The basics of cryptocurrency

The term ‘cryptocurrency’ has become increasingly familiar since the first Bitcoin appeared in 2009.

A number of cryptocurrencies have been created since then, and the combined value of Bitcoin and cryptocurrencies is now worth $2 trillion globally.

With PayPal announcing that it will support cryptocurrency payments, ‘crypto’ is becoming progressively more accessible to the public.

Children who have grown up in a digital world may already be familiar with the idea of non-physical currency from playing online games. Youth are increasingly turning to cryptocurrency as a way to earn money, and a summer camp in the US teaches youth about crypto-trading.

So What exactly is a cryptocurrency? What are the advantages and disadvantages? Which risks should parents be aware of if their child is interested in mining cryptos or investing in cryptos?

Cryptocurrencies: What are they?

A Cryptocurrency – or a ‘crypto’ – is a piece of digital information that is used for exchange purposes. A cryptocurrency, such as Bitcoin or Ethereum, is a real currency, similar to British pounds or US dollars.

Cryptocurrencies should not be confused with virtual currencies used in video games, such as Robux on Roblox. Cryptocurrencies can be used to buy real houses, if the seller allows it. A virtual currency can only be used to purchase items within a game.

The number of tokens in most cryptocurrencies is finite (a token is a unit of cryptocurrency). The more people invest in them, the fewer there are, which drives up the value of a cryptocurrency.

Cryptocurrencies are governed by decentralised control. Because of this, they aren’t regulated by a bank or government, as traditional currencies are.

The decentralised control in the context of cryptocurrency is called the ‘blockchain’, a series of ‘blocks’ of data that act as a record of all the transactions that have been made. There are interconnections between each of these blocks, which provides security. In the case of trying to hack into one block, it would affect all the others.

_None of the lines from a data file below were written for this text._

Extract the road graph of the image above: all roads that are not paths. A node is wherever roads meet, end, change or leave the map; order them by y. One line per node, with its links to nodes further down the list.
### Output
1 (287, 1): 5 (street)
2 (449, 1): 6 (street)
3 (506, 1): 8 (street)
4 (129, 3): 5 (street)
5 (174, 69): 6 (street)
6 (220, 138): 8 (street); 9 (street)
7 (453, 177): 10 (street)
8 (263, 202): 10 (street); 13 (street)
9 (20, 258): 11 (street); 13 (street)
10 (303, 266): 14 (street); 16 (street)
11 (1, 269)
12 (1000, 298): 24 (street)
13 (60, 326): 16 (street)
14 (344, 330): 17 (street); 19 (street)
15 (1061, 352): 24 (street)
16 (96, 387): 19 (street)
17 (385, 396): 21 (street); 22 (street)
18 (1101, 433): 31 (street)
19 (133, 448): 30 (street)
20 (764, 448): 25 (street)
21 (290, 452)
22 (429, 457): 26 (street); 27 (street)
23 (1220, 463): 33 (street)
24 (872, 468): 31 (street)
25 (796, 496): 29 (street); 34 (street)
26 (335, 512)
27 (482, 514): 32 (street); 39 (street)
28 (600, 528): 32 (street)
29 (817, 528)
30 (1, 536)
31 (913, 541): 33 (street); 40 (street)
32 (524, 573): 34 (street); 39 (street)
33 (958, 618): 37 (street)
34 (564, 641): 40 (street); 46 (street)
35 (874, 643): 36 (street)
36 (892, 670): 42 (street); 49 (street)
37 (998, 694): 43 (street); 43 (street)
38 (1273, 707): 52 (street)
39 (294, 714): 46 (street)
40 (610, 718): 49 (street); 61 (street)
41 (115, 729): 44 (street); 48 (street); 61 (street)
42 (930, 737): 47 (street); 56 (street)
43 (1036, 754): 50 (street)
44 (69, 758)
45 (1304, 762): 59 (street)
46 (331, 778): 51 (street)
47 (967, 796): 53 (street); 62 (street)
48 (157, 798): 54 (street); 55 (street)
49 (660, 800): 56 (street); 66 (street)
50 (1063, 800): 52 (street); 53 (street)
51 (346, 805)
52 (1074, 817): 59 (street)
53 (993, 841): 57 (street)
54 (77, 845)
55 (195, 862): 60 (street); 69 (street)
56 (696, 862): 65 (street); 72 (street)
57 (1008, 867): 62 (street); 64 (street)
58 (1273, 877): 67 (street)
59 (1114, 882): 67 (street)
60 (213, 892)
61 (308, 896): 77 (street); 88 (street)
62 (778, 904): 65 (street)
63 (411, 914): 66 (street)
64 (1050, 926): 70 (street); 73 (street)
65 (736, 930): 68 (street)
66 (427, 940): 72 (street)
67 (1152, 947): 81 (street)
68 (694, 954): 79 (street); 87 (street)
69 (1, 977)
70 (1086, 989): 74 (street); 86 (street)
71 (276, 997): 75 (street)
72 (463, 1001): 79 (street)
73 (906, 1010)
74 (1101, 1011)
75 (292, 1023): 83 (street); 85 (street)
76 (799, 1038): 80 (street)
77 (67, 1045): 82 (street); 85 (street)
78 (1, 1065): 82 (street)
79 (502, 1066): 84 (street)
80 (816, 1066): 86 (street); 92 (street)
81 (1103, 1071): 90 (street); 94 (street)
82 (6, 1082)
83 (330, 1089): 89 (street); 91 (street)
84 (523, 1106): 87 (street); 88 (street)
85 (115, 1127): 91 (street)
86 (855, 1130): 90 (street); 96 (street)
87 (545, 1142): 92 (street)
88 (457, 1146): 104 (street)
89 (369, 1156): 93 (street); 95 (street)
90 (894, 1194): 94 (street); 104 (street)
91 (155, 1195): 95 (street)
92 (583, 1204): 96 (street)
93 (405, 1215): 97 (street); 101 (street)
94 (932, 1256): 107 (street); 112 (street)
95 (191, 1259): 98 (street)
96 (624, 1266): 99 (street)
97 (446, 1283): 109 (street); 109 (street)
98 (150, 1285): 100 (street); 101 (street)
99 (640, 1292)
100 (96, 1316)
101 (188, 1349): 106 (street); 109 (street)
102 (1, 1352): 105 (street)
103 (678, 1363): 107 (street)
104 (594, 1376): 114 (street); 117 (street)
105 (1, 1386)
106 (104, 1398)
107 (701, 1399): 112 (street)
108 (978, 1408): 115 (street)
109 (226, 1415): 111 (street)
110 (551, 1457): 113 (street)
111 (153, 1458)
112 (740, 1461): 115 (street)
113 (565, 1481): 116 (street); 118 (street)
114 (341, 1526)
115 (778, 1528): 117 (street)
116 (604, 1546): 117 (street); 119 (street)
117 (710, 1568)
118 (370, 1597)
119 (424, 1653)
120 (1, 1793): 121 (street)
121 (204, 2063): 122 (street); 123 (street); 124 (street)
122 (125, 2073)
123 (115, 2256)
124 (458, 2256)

Presently, there are many different types of cryptocurrencies, and the differences between them are relatively small. As an example, Ethereum processes transactions much faster than Bitcoin, while Cardano is more environmentally friendly.

Many ‘joke’ cryptocurrencies have also existed – dogecoin being the most famous – whose value has yet to surpass $1 because of its effectively limitless supply.

Is there a reason for the popularity of crypto?

There are people who believe cryptocurrencies could replace regular currencies within 5 years.

Those involved in crypto argue that their technology will ‘democratize’ currency by eliminating its reliance on banks. If you have access to a computer (and a small amount of hardware), you can mine for cryptocurrency, and an individual Bitcoin is currently valued at £34,000, so you can become rich very quickly.

Cryptocurrency transactions are usually completed within minutes, as opposed to bank transfers that might take days. Transaction details and the identity of the individuals involved remain anonymous.

How does mining work for cryptocurrency?

The main way to acquire cryptocurrency tokens is by mining.

Essentially, your computer performs a series of intensive mathematical problems to verify a block in the blockchain, much like a debit card machine would process a transaction.

There is a chance that your computer will solve these problems, and you could earn a token of a given cryptocurrency, but this probability is decreasing as more people take part in crypto mining.

Everything sounds complicated, and that’s because it is. Mining cryptocurrency requires special hardware called an ‘aSIC’, an ‘application-specific integrated circuit’.

If you spend more money on this hardware, you will have a more efficient mining process and will earn more tokens.

For those who do not want to mine cryptocurrencies, the most popular website to buy and sell cryptocurrency is Bitamp. Paypal announced recently that UK users will now be able to trade cryptocurrencies – although they can only be used within the PayPal platform.

Is there an age limit for trading or mining cryptocurrency?

Cryptocurrency trading and mining technically have no age restrictions, though established sites such as Coinbase and Paypal require users to be at least 18 years old.

Cryptocurrency mining is, however, available to anyone of any age.

There are also ways to buy tokens without having to be over 18. According to the site Purse.io, you need to be 13 or older to use it. The Purse platform allows you to convert the cost of an Amazon gift card into cryptocurrency tokens.